Stream: cranelift

Topic: zkASM backend


view this post on Zulip nagisa (Sep 18 2023 at 08:30):

Hey all,

If you've been keeping a close eye on the pull request list, you may have noticed https://github.com/bytecodealliance/wasmtime/pull/6898. This PR was an accident of sorts, but the experiments with the zkASM backend did continue making progress since. We've made enough progress that the backend is now able to produce valid code for very basic wasm programs (although the code is pretty MVP quality.)

As we're getting closer to dedicating more time to this, I wanted to do a temperature check of sorts. How comfortable you all would be with a backend like this being developed in the upstream repository? Or maybe perhaps there is another, better to develop a target, other than maintaining a fork, that we haven't thought of?

This target would be unique first and foremost because it is not targeting, and is unlikely to ever target, any particular piece of hardware. Instead, the machine executing the produced code is implemented in software. It is also a pretty unique machine in that unlike regular architectures it does not actually execute machine instructions in the traditional sense; it also does not only produce effects of executing a program, but also generates additional piece of data that allows to prove (more quickly than by executing the program itself) that the effects produced are indeed a result of executing a that program. Hence zero-knowledge in zkASM.

From top of my head the caveats are that our current prototype:

Why do we want to work upstream so relatively soon? Well, there are a couple of things we hope to achieve by doing this: first most of us working on the backend don't really have any working experience with the cranelift internals, so it would be great to have some guidance, and we felt that having the changes to show up as PRs on the upstream repository would hopefully give us an opportunity to ask for insights more easily (although we don't necessarily expect anybody to dedicate their precious time actually responding;) and more importantly because it would make it easier for us to keep up with the relevant changes in cranelift as they occur upstream.

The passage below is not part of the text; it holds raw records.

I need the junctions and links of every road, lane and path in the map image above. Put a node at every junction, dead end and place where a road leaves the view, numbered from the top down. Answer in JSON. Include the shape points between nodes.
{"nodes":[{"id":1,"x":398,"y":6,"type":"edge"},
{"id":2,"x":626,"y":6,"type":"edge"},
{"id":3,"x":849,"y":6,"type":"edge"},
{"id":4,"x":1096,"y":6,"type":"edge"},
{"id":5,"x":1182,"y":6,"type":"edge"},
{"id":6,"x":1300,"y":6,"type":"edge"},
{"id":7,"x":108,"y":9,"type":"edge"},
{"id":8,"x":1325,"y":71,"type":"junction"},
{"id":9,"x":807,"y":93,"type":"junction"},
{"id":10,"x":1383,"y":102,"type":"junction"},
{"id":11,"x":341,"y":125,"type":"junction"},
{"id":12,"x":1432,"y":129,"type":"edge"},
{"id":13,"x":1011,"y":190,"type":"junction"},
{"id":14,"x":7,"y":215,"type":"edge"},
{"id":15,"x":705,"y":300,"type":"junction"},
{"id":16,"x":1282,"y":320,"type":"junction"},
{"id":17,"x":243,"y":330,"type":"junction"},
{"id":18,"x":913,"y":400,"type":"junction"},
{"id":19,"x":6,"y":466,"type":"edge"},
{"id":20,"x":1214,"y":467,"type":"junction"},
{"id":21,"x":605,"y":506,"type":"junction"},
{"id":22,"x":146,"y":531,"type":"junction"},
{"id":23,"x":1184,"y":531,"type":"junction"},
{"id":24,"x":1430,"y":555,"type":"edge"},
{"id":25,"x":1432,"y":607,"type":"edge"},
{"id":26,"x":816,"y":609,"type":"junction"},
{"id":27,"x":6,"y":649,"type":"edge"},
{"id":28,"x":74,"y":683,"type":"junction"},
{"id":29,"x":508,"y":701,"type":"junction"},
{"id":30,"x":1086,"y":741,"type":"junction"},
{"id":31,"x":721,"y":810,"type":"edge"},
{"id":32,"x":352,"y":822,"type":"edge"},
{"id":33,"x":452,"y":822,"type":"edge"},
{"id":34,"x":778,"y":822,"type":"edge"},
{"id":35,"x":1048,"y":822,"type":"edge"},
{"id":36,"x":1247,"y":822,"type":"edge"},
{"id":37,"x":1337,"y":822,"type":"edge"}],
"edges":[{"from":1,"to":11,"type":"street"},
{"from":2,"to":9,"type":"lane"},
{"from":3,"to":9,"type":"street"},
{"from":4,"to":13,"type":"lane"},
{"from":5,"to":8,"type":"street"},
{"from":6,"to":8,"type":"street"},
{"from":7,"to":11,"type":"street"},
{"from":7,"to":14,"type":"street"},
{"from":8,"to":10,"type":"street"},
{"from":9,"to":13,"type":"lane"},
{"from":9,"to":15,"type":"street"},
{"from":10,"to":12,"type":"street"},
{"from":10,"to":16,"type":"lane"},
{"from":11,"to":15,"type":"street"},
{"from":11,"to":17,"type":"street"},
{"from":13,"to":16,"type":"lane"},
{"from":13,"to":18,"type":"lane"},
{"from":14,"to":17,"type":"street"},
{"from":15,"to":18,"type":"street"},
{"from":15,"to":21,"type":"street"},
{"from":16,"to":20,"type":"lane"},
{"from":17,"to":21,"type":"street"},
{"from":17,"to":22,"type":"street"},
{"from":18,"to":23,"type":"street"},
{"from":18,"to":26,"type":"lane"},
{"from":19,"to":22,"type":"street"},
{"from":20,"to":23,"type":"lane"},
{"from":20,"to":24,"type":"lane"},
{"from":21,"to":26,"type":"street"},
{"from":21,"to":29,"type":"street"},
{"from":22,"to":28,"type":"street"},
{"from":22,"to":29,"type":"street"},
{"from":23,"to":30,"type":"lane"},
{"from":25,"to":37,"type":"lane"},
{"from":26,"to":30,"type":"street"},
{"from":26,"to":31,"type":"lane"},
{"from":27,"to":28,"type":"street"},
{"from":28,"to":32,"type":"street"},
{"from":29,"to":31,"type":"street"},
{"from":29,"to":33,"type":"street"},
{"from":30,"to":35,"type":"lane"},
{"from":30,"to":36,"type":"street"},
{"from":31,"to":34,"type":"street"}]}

Any questions? Glad to try to answer or, failing that, get people who know the answers chime in :smile:

does not build yet
The ideas behind zkASM

view this post on Zulip Alex Crichton (Sep 18 2023 at 14:40):

From a project perspective two things that may interest you are:

view this post on Zulip Alex Crichton (Sep 18 2023 at 14:41):

view this post on Zulip Alex Crichton (Sep 18 2023 at 14:41):

ah, and meetings link

view this post on Zulip Chris Fallin (Sep 18 2023 at 15:20):

One other thing that would be good to understand (it's a little unclear from the zkASM link you gave): what's the expected use-case?

For "exists as silicon in the physical world" ISAs, this is fairly self-evident, as long as the architecture is still in use: e.g. I don't think there's any question that we'd accept an arm32 backend, or even something a little rarer now like mips32, as long as all the other tier 3 reqs (maintainers, ...) are met. But for more niche virtual ISAs, we'd want to consider the use-cases against the maintenance cost: e.g. are we enabling one very specific user or is this something that could enable a bunch of folks to experiment and make use of Cranelift in new ways.

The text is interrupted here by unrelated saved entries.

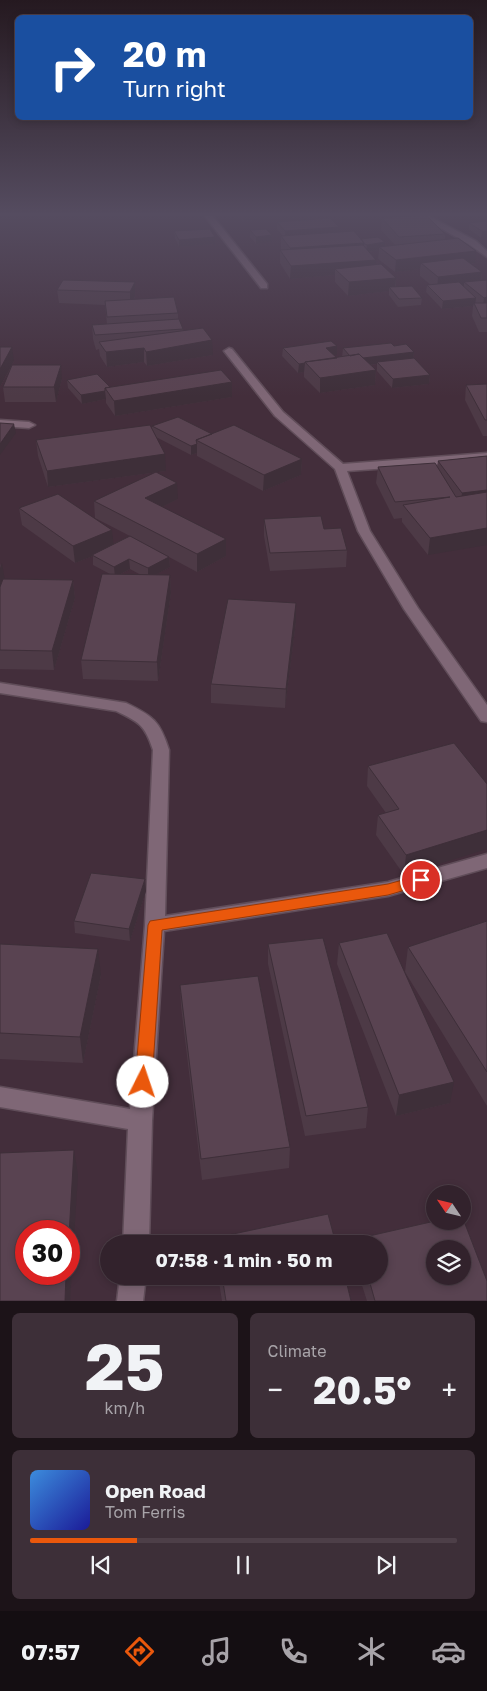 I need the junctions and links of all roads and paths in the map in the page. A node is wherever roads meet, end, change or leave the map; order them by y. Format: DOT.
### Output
graph roads {
  1 [pos="256,276"];
  2 [pos="264,286"];
  3 [pos="229,351"];
  4 [pos="0,423"];
  5 [pos="29,425"];
  6 [pos="487,457"];
  7 [pos="340,468"];
  8 [pos="0,688"];
  9 [pos="487,717"];
  10 [pos="487,861"];
  11 [pos="155,925"];
  12 [pos="0,1097"];
  13 [pos="140,1121"];
  14 [pos="136,1235"];
  15 [pos="132,1285"];
  16 [pos="130,1301"];
  1 -- 2 [label="street"];
  3 -- 7 [label="street"];
  4 -- 5 [label="street"];
  6 -- 7 [label="street"];
  7 -- 9 [label="street"];
  8 -- 11 [label="street"];
  10 -- 11 [label="street"];
  11 -- 13 [label="street"];
  12 -- 13 [label="street"];
  13 -- 14 [label="street"];
  15 -- 16 [label="street"];
}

Another thing to consider with less-common ISAs is what tooling and documentation exists: for all our ports currently, we can use qemu to test, we can build ELF binaries of Wasmtime for linux/<CPU> and test them, we can debug, there are ISA manuals. It'd be good to understand where all of that stands with zkASM as well

view this post on Zulip Andrei Kashin (akashin) (Sep 18 2023 at 18:16):

Chris Fallin said:

One other thing that would be good to understand (it's a little unclear from the zkASM link you gave): what's the expected use-case?

Great question :)

At a really high-level, WASM -> zkASM compiler paired with zkASM prover (already exists) would allow generating short proofs that a given WASM program produced a given result and the proof could be cheaply verified by anyone.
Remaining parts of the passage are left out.